2. the corresponding vector (integers) of predicted labels by the training algorithm.
3. the matrix (integers) of the coordinates of centroids. Each row of the matrix is the coordinate of the centroid of a class.
The function will return the loss of the currently trained model.
For example, we randomly assign the predicted labels and centroids to calculate the loss:
```{r}
library(BCCML)
predictedLabels = sample(c(rep(1,23),rep(2,16), rep(3,20)))
centroids = matrix(c(1, 4, 6, 2, 5, 10, 16, -3, 6, -9, 16, -20, 22, -1, 12), nrow = 3, byrow = T)
print(lossOfKMeans(BCCML::data_set[, 1:5], predictedLabels, centroids))
```
### ElbowMethod
This function can help you plot the loss of all k's appling the k-Means Method and determine the possible best k's in the model. The function also incorporates a reasonable threshold to identify all the possible elbows, which can help you to identify the possible elbows in the plot.
The input of the function:
1. X: a m by n feature matrix or data frame, where m is the sample size and n is the number of features. All of the elements should be numeric.
2. hyperParaRange: an integer denoting the number of dimension of features, i.e. the number of attributes in the data set.
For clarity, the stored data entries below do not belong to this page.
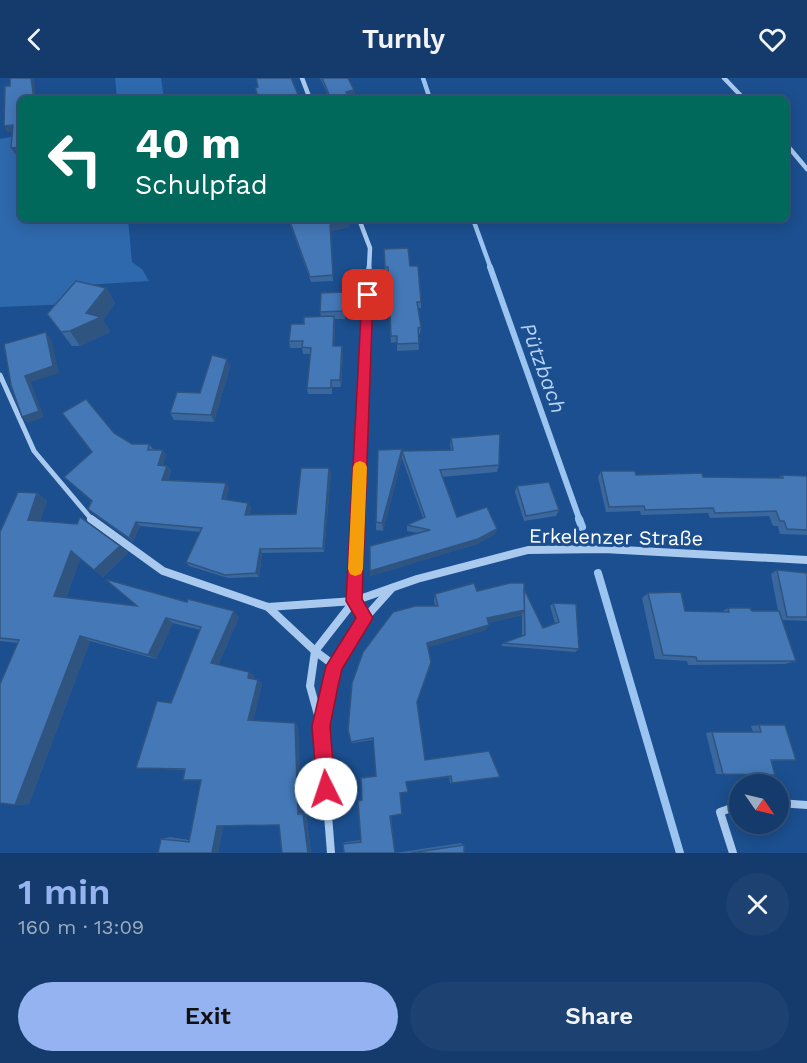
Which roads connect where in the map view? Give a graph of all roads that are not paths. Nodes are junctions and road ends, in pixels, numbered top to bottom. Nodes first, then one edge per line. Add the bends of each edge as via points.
1 (302, 78) edge
2 (724, 78) edge
3 (309, 96) edge
4 (741, 96) edge
5 (789, 148) edge
6 (807, 170) edge
7 (359, 222) edge
8 (0, 375) edge
9 (807, 560) edge
10 (393, 588) junction
11 (354, 601) junction
12 (268, 607) junction
13 (365, 618) junction
14 (315, 651) junction
15 (335, 666) junction
16 (321, 726) junction
17 (789, 804) edge
18 (807, 805) edge
19 (729, 809) edge
20 (331, 853) edge
21 (733, 853) edge

1 - 3 street
2 - 4 street
5 - 6 street
7 - 11 street via 370,248
8 - 12 street via 34,451 92,520 164,571
9 - 10 street, Erkelenzer Straße via 604,549 528,550
10 - 11 street, Erkelenzer Straße
10 - 13 street, Erkelenzer Straße
11 - 12 street
11 - 13 street
11 - 14 street, Erkelenzer Straße
12 - 14 street
13 - 15 street, Erkelenzer Straße
14 - 15 street
14 - 16 street, Erkelenzer Straße via 310,686
15 - 16 street, Erkelenzer Straße
16 - 20 street, Erkelenzer Straße
17 - 18 street
19 - 21 street via 720,812

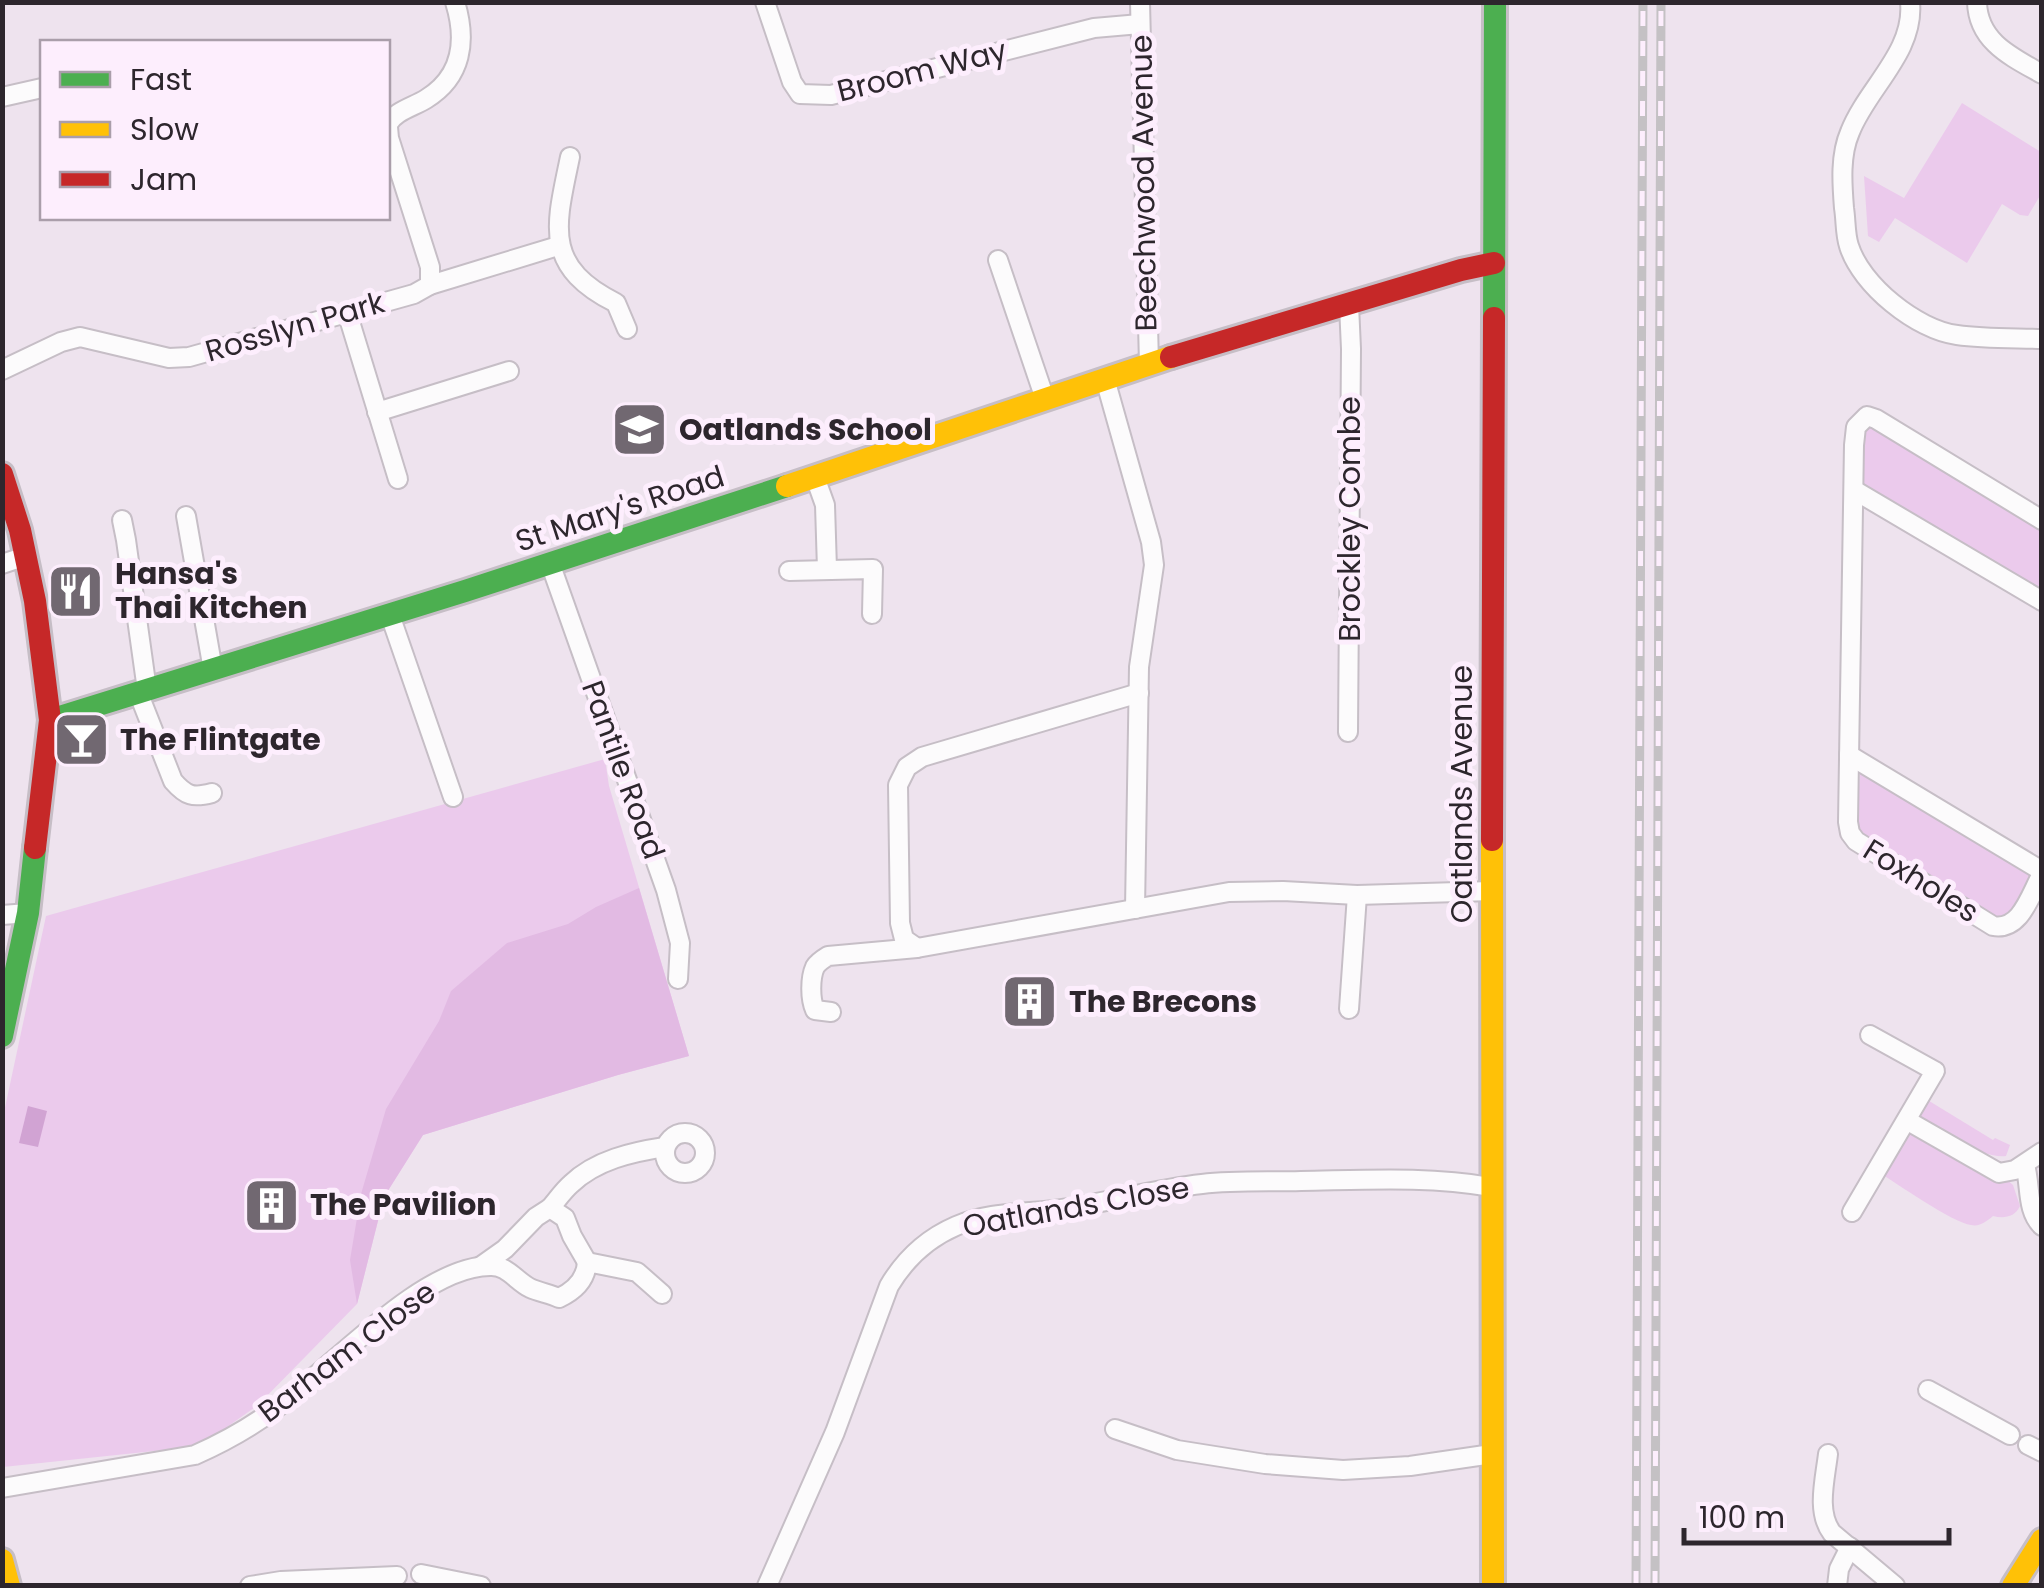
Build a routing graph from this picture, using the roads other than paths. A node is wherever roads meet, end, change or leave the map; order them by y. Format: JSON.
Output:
{"nodes":[{"id":1,"x":455,"y":2,"type":"edge"},
{"id":2,"x":764,"y":2,"type":"edge"},
{"id":3,"x":1140,"y":2,"type":"edge"},
{"id":4,"x":1495,"y":2,"type":"edge"},
{"id":5,"x":1910,"y":2,"type":"edge"},
{"id":6,"x":1976,"y":2,"type":"edge"},
{"id":7,"x":1140,"y":24,"type":"junction"},
{"id":8,"x":2042,"y":74,"type":"edge"},
{"id":9,"x":40,"y":88,"type":"edge"},
{"id":10,"x":2,"y":98,"type":"edge"},
{"id":11,"x":390,"y":121,"type":"edge"},
{"id":12,"x":390,"y":141,"type":"edge"},
{"id":13,"x":570,"y":156,"type":"dead end"},
{"id":14,"x":558,"y":246,"type":"junction"},
{"id":15,"x":998,"y":260,"type":"dead end"},
{"id":16,"x":1494,"y":264,"type":"junction"},
{"id":17,"x":430,"y":285,"type":"junction"},
{"id":18,"x":1349,"y":305,"type":"junction"},
{"id":19,"x":347,"y":312,"type":"junction"},
{"id":20,"x":627,"y":329,"type":"dead end"},
{"id":21,"x":2042,"y":339,"type":"edge"},
{"id":22,"x":1148,"y":364,"type":"junction"},
{"id":23,"x":2,"y":370,"type":"edge"},
{"id":24,"x":509,"y":371,"type":"dead end"},
{"id":25,"x":1105,"y":378,"type":"junction"},
{"id":26,"x":1045,"y":399,"type":"junction"},
{"id":27,"x":377,"y":412,"type":"junction"},
{"id":28,"x":2,"y":474,"type":"edge"},
{"id":29,"x":815,"y":477,"type":"junction"},
{"id":30,"x":398,"y":479,"type":"dead end"},
{"id":31,"x":1854,"y":490,"type":"junction"},
{"id":32,"x":186,"y":516,"type":"dead end"},
{"id":33,"x":122,"y":520,"type":"dead end"},
{"id":34,"x":2042,"y":520,"type":"edge"},
{"id":35,"x":26,"y":556,"type":"junction"},
{"id":36,"x":550,"y":563,"type":"junction"},
{"id":37,"x":2,"y":564,"type":"edge"},
{"id":38,"x":827,"y":568,"type":"junction"},
{"id":39,"x":789,"y":571,"type":"dead end"},
{"id":40,"x":2042,"y":601,"type":"edge"},
{"id":41,"x":872,"y":614,"type":"dead end"},
{"id":42,"x":390,"y":615,"type":"junction"},
{"id":43,"x":213,"y":670,"type":"junction"},
{"id":44,"x":143,"y":691,"type":"junction"},
{"id":45,"x":1139,"y":692,"type":"junction"},
{"id":46,"x":50,"y":720,"type":"junction"},
{"id":47,"x":1348,"y":732,"type":"dead end"},
{"id":48,"x":1849,"y":754,"type":"junction"},
{"id":49,"x":212,"y":793,"type":"dead end"},
{"id":50,"x":452,"y":797,"type":"dead end"},
{"id":51,"x":2042,"y":872,"type":"edge"},
{"id":52,"x":1492,"y":891,"type":"junction"},
{"id":53,"x":1357,"y":895,"type":"junction"},
{"id":54,"x":1135,"y":908,"type":"junction"},
{"id":55,"x":28,"y":913,"type":"junction"},
{"id":56,"x":2,"y":915,"type":"edge"},
{"id":57,"x":917,"y":948,"type":"junction"},
{"id":58,"x":678,"y":980,"type":"dead end"},
{"id":59,"x":1350,"y":1009,"type":"dead end"},
{"id":60,"x":831,"y":1012,"type":"dead end"},
{"id":61,"x":1870,"y":1035,"type":"dead end"},
{"id":62,"x":2,"y":1036,"type":"edge"},
{"id":63,"x":1908,"y":1121,"type":"junction"},
{"id":64,"x":666,"y":1147,"type":"dead end"},
{"id":65,"x":2042,"y":1152,"type":"edge"},
{"id":66,"x":2025,"y":1165,"type":"junction"},
{"id":67,"x":1491,"y":1187,"type":"junction"},
{"id":68,"x":550,"y":1208,"type":"junction"},
{"id":69,"x":1852,"y":1212,"type":"dead end"},
{"id":70,"x":2042,"y":1226,"type":"edge"},
{"id":71,"x":588,"y":1262,"type":"junction"},
{"id":72,"x":481,"y":1266,"type":"junction"},
{"id":73,"x":662,"y":1294,"type":"dead end"},
{"id":74,"x":1928,"y":1390,"type":"dead end"},
{"id":75,"x":1114,"y":1430,"type":"dead end"},
{"id":76,"x":2010,"y":1435,"type":"dead end"},
{"id":77,"x":1492,"y":1454,"type":"junction"},
{"id":78,"x":1828,"y":1454,"type":"dead end"},
{"id":79,"x":2,"y":1488,"type":"edge"},
{"id":80,"x":2042,"y":1540,"type":"edge"},
{"id":81,"x":1850,"y":1547,"type":"junction"},
{"id":82,"x":421,"y":1574,"type":"dead end"},
{"id":83,"x":397,"y":1576,"type":"dead end"},
{"id":84,"x":250,"y":1586,"type":"edge"},
{"id":85,"x":481,"y":1586,"type":"edge"},
{"id":86,"x":767,"y":1586,"type":"edge"},
{"id":87,"x":1492,"y":1586,"type":"edge"},
{"id":88,"x":1837,"y":1586,"type":"edge"},
{"id":89,"x":1895,"y":1586,"type":"edge"},
{"id":90,"x":2013,"y":1586,"type":"edge"}],
"edges":[{"from":1,"to":11,"type":"street"},
{"from":2,"to":7,"type":"street","name":"Broom Way"},
{"from":3,"to":7,"type":"street","name":"Beechwood Avenue"},
{"from":4,"to":16,"type":"street","name":"Oatlands Avenue"},
{"from":5,"to":21,"type":"street"},
{"from":6,"to":8,"type":"street"},
{"from":7,"to":22,"type":"street","name":"Beechwood Avenue"},
{"from":9,"to":10,"type":"street"},
{"from":12,"to":17,"type":"street"},
{"from":13,"to":14,"type":"street"},
{"from":14,"to":17,"type":"street","name":"Rosslyn Park"},
{"from":14,"to":20,"type":"street"},
{"from":15,"to":26,"type":"street"},
{"from":16,"to":18,"type":"street","name":"St Mary's Road"},
{"from":16,"to":52,"type":"street","name":"Oatlands Avenue"},
{"from":17,"to":19,"type":"street","name":"Rosslyn Park"},
{"from":18,"to":22,"type":"street","name":"St Mary's Road"},
{"from":18,"to":47,"type":"street","name":"Brockley Combe"},
{"from":19,"to":23,"type":"street","name":"Rosslyn Park"},
{"from":19,"to":27,"type":"street"},
{"from":22,"to":25,"type":"street","name":"St Mary's Road"},
{"from":24,"to":27,"type":"street"},
{"from":25,"to":26,"type":"street","name":"St Mary's Road"},
{"from":25,"to":45,"type":"street"},
{"from":26,"to":29,"type":"street","name":"St Mary's Road"},
{"from":27,"to":30,"type":"street"},
{"from":28,"to":35,"type":"street"},
{"from":29,"to":36,"type":"street","name":"St Mary's Road"},
{"from":29,"to":38,"type":"street"},
{"from":31,"to":34,"type":"street","name":"Foxholes"},
{"from":31,"to":40,"type":"street"},
{"from":31,"to":48,"type":"street","name":"Foxholes"},
{"from":32,"to":43,"type":"street"},
{"from":33,"to":44,"type":"street"},
{"from":35,"to":37,"type":"street"},
{"from":35,"to":46,"type":"street"},
{"from":36,"to":42,"type":"street","name":"St Mary's Road"},
{"from":36,"to":58,"type":"street","name":"Pantile Road"},
{"from":38,"to":39,"type":"street"},
{"from":38,"to":41,"type":"street"},
{"from":42,"to":43,"type":"street","name":"St Mary's Road"},
{"from":42,"to":50,"type":"street"},
{"from":43,"to":44,"type":"street","name":"St Mary's Road"},
{"from":44,"to":46,"type":"street","name":"St Mary's Road"},
{"from":44,"to":49,"type":"street"},
{"from":45,"to":54,"type":"street"},
{"from":45,"to":57,"type":"street"},
{"from":46,"to":55,"type":"street"},
{"from":48,"to":51,"type":"street","name":"Foxholes"},
{"from":48,"to":51,"type":"street","name":"Foxholes"},
{"from":52,"to":53,"type":"street"},
{"from":52,"to":67,"type":"street","name":"Oatlands Avenue"},
{"from":53,"to":54,"type":"street"},
{"from":53,"to":59,"type":"street"},
{"from":54,"to":57,"type":"street"},
{"from":55,"to":56,"type":"street"},
{"from":55,"to":62,"type":"street"},
{"from":57,"to":60,"type":"street"},
{"from":61,"to":63,"type":"street"},
{"from":63,"to":66,"type":"street"},
{"from":63,"to":69,"type":"street"},
{"from":64,"to":68,"type":"street","name":"Barham Close"},
{"from":65,"to":66,"type":"street"},
{"from":66,"to":70,"type":"street"},
{"from":67,"to":77,"type":"street","name":"Oatlands Avenue"},
{"from":67,"to":86,"type":"street","name":"Oatlands Close"},
{"from":68,"to":71,"type":"street"},
{"from":68,"to":72,"type":"street","name":"Barham Close"},
{"from":71,"to":72,"type":"street"},
{"from":71,"to":73,"type":"street"},
{"from":72,"to":79,"type":"street","name":"Barham Close"},
{"from":74,"to":76,"type":"street"},
{"from":75,"to":77,"type":"street"},
{"from":77,"to":87,"type":"street","name":"Oatlands Avenue"},
{"from":78,"to":81,"type":"street"},
{"from":80,"to":90,"type":"street"},
{"from":81,"to":88,"type":"street"},
{"from":81,"to":89,"type":"street"},
{"from":82,"to":85,"type":"street"},
{"from":83,"to":84,"type":"street"}]}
The function will generate a plot with a line characterizing the loss behavior of the K-Means model
with all possible k. It will also display the possible elbows by red points.
The function will return a list with components:
1. possibleElbows- a vector containing possible elbows(k's) in the K-Means model which serve as best k's.
2. elbowLoss - a vector containing loss of all possible elbows(k's) in the K-Means model.
```{r}
library(BCCML)
print(ElbowMethod(BCCML::data_set[,1:5], 5))
```
### knnEvaluation
In order to evaluate the performance of the KNN model, you can use the function to compute the confusion matrix and prediction accuracy.
You need to input two vectors as parameters:
1. the corresponding vector (integers) of predicted labels by the training algorithm.
2. the vector (integers) of the actual labels of test data.
The function will return a list of two element:
1. A matrix - The confusion matrix of predicted and actual labels.
2. value - The accuracy score of prediction
For example, we randomly assign the predicted labels and actual abels with the same length:
```{r}
library(BCCML)
predictedLbs = sample(c(rep(1,23),rep(2,16), rep(3,20)))
actualLbs = sample(c(rep(1,19),rep(2,18), rep(3,22)))
print(knnEvaluation(predictedLbs, actualLbs))
```
### k-Means Result Visualization
Visualization of k-Means method will facilitate users' decision on suitable model and parameter choice.
This function utilizes PCA to reduce the dataset dimensionality to 2. It can visualize the data points and color them according to which cluster that they belong to. The centriods are also plotted as crosses while the data points as circles.
The input of the function
1. a list which is the return value of function \code{kMeans}.
2. a $m$ by $n$ feature matrix or data frame, the same one passed in the function *kMeans*, $m$ is the sample size and $n$ is the number of features. All of the elements should be numeric.
The function displays a plot and returns nothing.
Examples:
```{r}
library(BCCML)
X <- BCCML::data_set[, 1:5]
result <- kMeans(X, 3)
kMeansPlot(result, X)
```
___
## Advantages of the Package
1. Minimized loops in main algorithms to improve performance.
1. Established an integrated and comprehensive data analysis pipeline.
1. Allowed cutomized function inputs for users.
1. Provided mature and detailed user guide to help users get started.
1. Provided plots to visualize the performance of the models.
1. Constructed automatic optimizers for both kNN and kMeans algorithms.
___
## Knowledge Points
1. Identifying NA by is.na().
1. Extract the target columns and rows of data frames.
1. branching with "if" argument.
1. Using apply() to transform data matrix.
1. Applying matrix multiplication.
1. The use of basic plot function, applying useful optional arguments such as lty, lwd.
1. Use table() function to summarize the data.
1. Looping with for.
1. Return of functions: automatically return the last expression.
1. The use of built-in function of vectors such as sum(x).
1. The use of logical expressions such as >, <, ==.
1. Extracting data frames by $x, [,i], [[i]].
1. Using dim() to get the dimension of dataframe.